Good questions. Bolt works by allocating 4KB pages and organizing those into a B+tree. It starts at the beginning of the file and keeps allocating more pages at the end as it needs them. Because Bolt is copy-on-write, when a page is updated, its contents get copied to a new page and the old one is freed. So as pages are freed they can be reused the next time Bolt needs to allocate.

For example, let's look at some sweet ASCII art visualization. When you first create a Bolt database it creates a 1MB file which provides space for some metadata pages (M), a page for storing free pages (F), and some actual data (D). The rest of the pages are unallocated ( ):

|M|M|F|D| | | | | |

When you update your data page, it'll allocate a new page and copy over old data and make any updates there. It'll then free the old page.

|M|M|F| |D| | | | |

As you start writing more data (and not just updating existing pages), you start to allocate more pages:

|M|M|F| |D| | | | |
        ▼
|M|M|F|D|D| | | | |
        ▼
|M|M|F|D|D|D| | | |
        ▼
|M|M|F|D|D|D|D| | |
        ▼
|M|M|F|D|D|D|D|D| |
        ▼
|M|M|F|D|D|D|D|D|D|

Finally when you've exhausted your original 1MB, Bolt will remap the database to give you 2MB. (It keeps doubling until it gets to 1GB and then it goes up in 1GB increments)

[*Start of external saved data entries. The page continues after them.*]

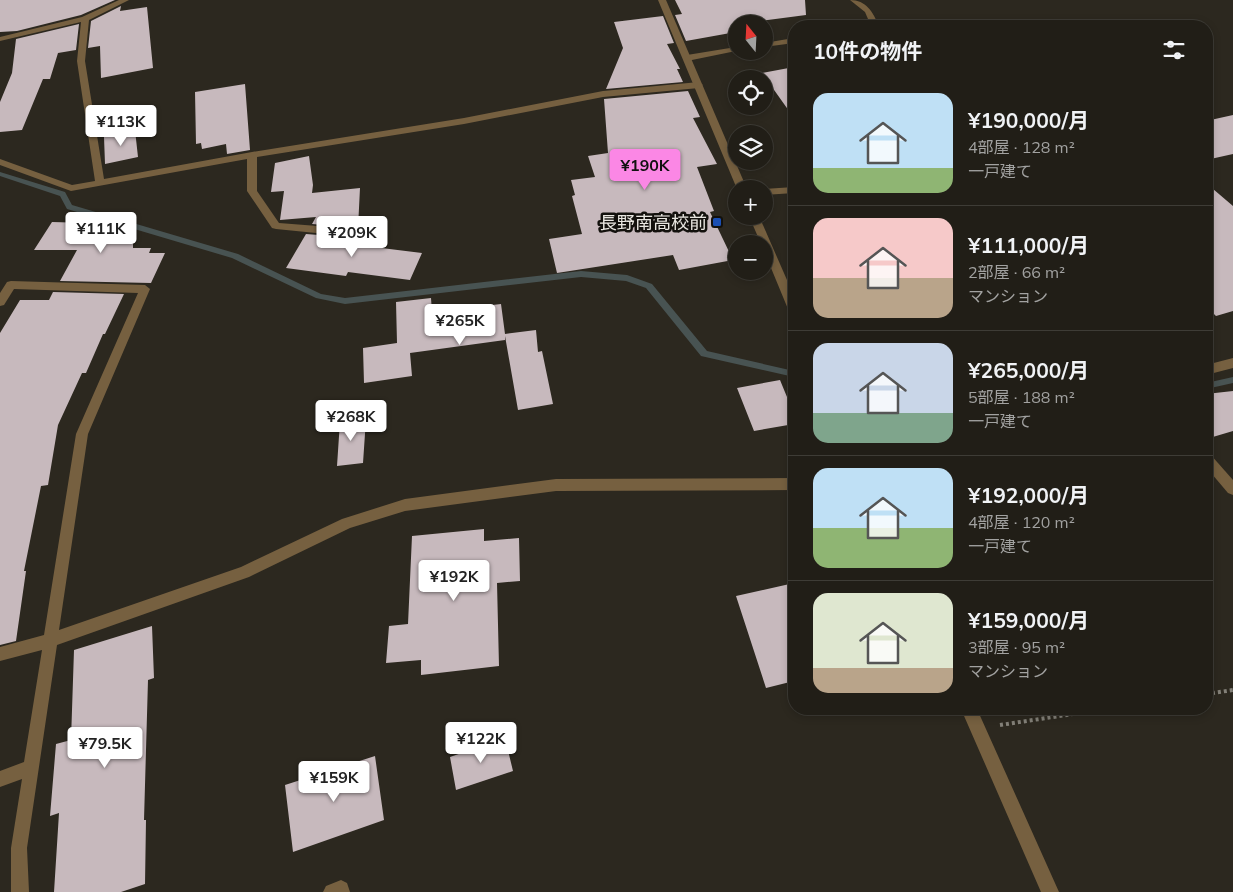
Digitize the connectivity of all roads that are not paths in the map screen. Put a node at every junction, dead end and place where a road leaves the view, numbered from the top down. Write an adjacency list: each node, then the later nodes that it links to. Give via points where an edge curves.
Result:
1 (125, 0): 4 (street)
2 (662, 0): 10 (street)
3 (854, 0): 5 (street, via 868,11)
4 (86, 19): 6 (street); 15 (street, via 81,61)
5 (872, 20)
6 (0, 40)
7 (788, 41): 8 (street)
8 (773, 44)
9 (728, 50): 10 (street)
10 (687, 58): 11 (street)
11 (699, 85): 12 (street, via 603,94 464,121); 14 (street)
12 (252, 155): 15 (street); 19 (street, via 252,191 276,226)
13 (0, 162): 15 (street, via 71,188)
14 (738, 180)
15 (100, 183)
16 (788, 190): 17 (street)
17 (773, 191)
18 (758, 225): 20 (street)
19 (356, 234)
20 (788, 295)
21 (0, 302): 27 (street, via 11,285 145,289 82,434)
22 (1233, 363): 23 (street)
23 (1213, 368)
24 (1213, 466): 26 (street)
25 (788, 484): 27 (street, via 556,484 405,506 347,523 244,572)
26 (1233, 489)
27 (51, 640): 28 (street); 30 (street)
28 (0, 654)
29 (972, 715): 35 (street)
30 (31, 768): 31 (street); 32 (street, via 19,848)
31 (0, 779)
32 (20, 892)
33 (332, 892): 34 (street, via 341,889)
34 (341, 892)
35 (1050, 892)

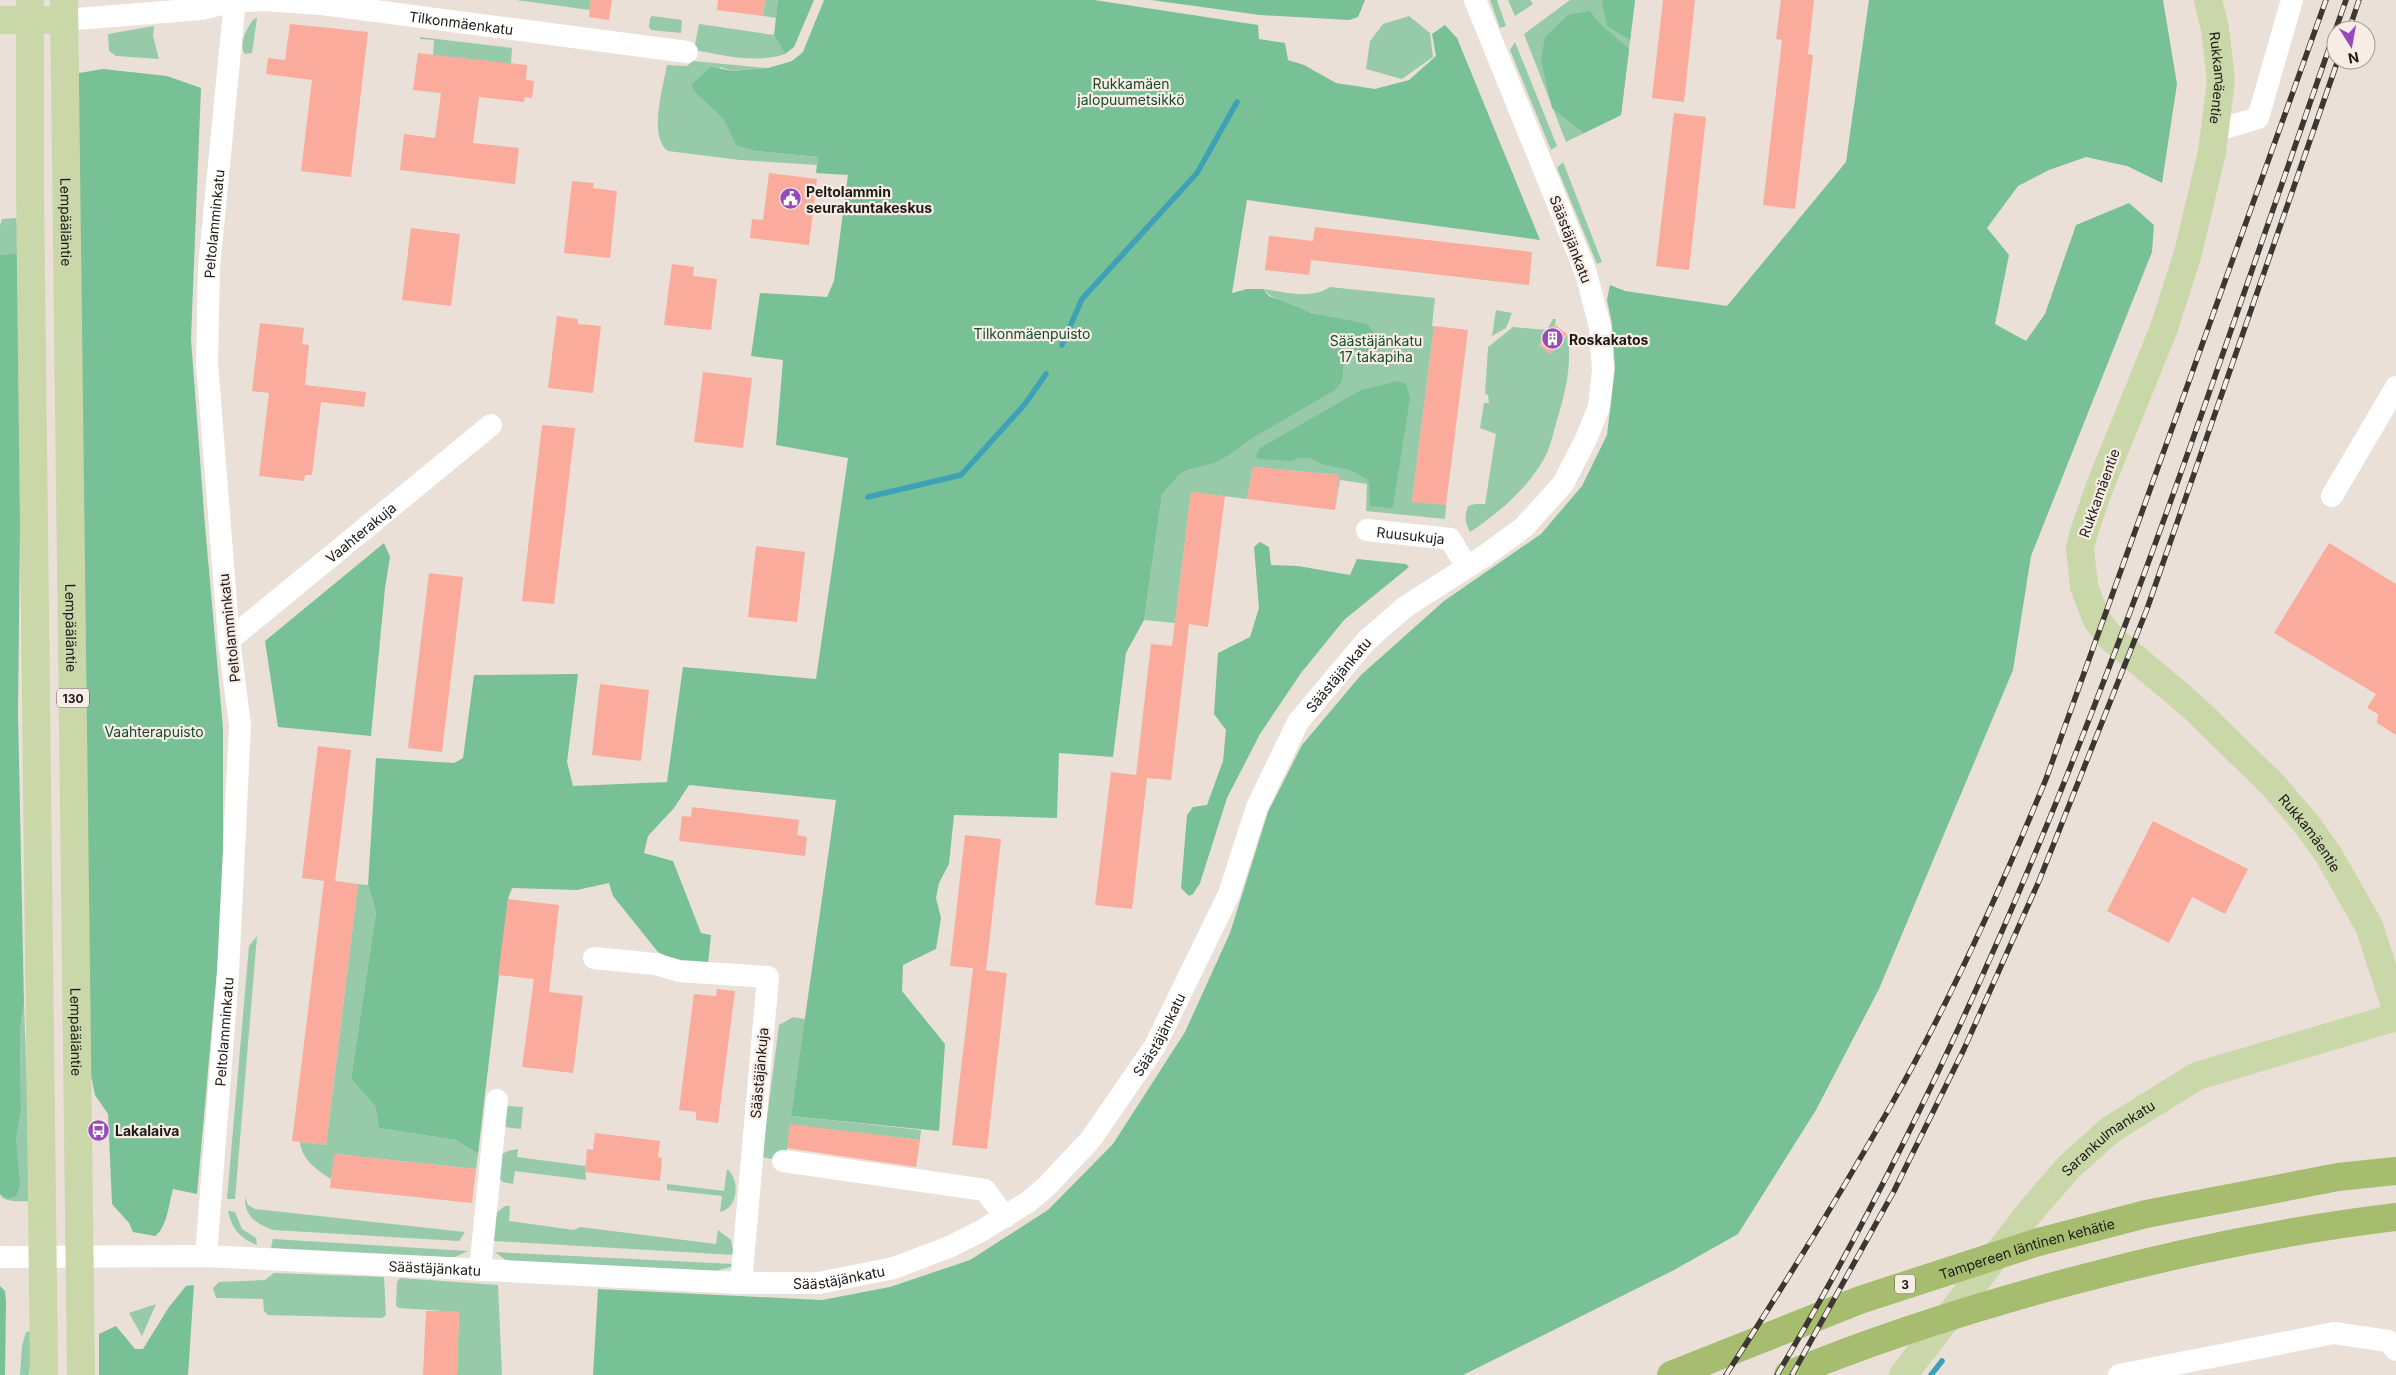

|M|M|F|D|D|D|D|D|D| | | | | | | | | |

That's why your databases are the same size. Bolt bumps the data file size up in fixed size increments. This used to not be the case but there's was an edge case uncovered where file data needed to have the file size sync so we needed to truncate (#284).


The reason why the database doesn't shrink is because of data can be allocated anywhere and live for any period of time. For example, once you fill up your 1MB data file like this:

|M|M|F|D|D|D|D|D|D|

And you remove some data that causes a page to be removed, your deleted page could be anywhere so your database looks like this:

|M|M|F|D| |D|D|D|D|

Bolt can't truncate the file because the free page is in the middle of the file. We could try to compact pages from the end over to the beginning but that gets complicated as we'd need to update all the references to that page in parent pages.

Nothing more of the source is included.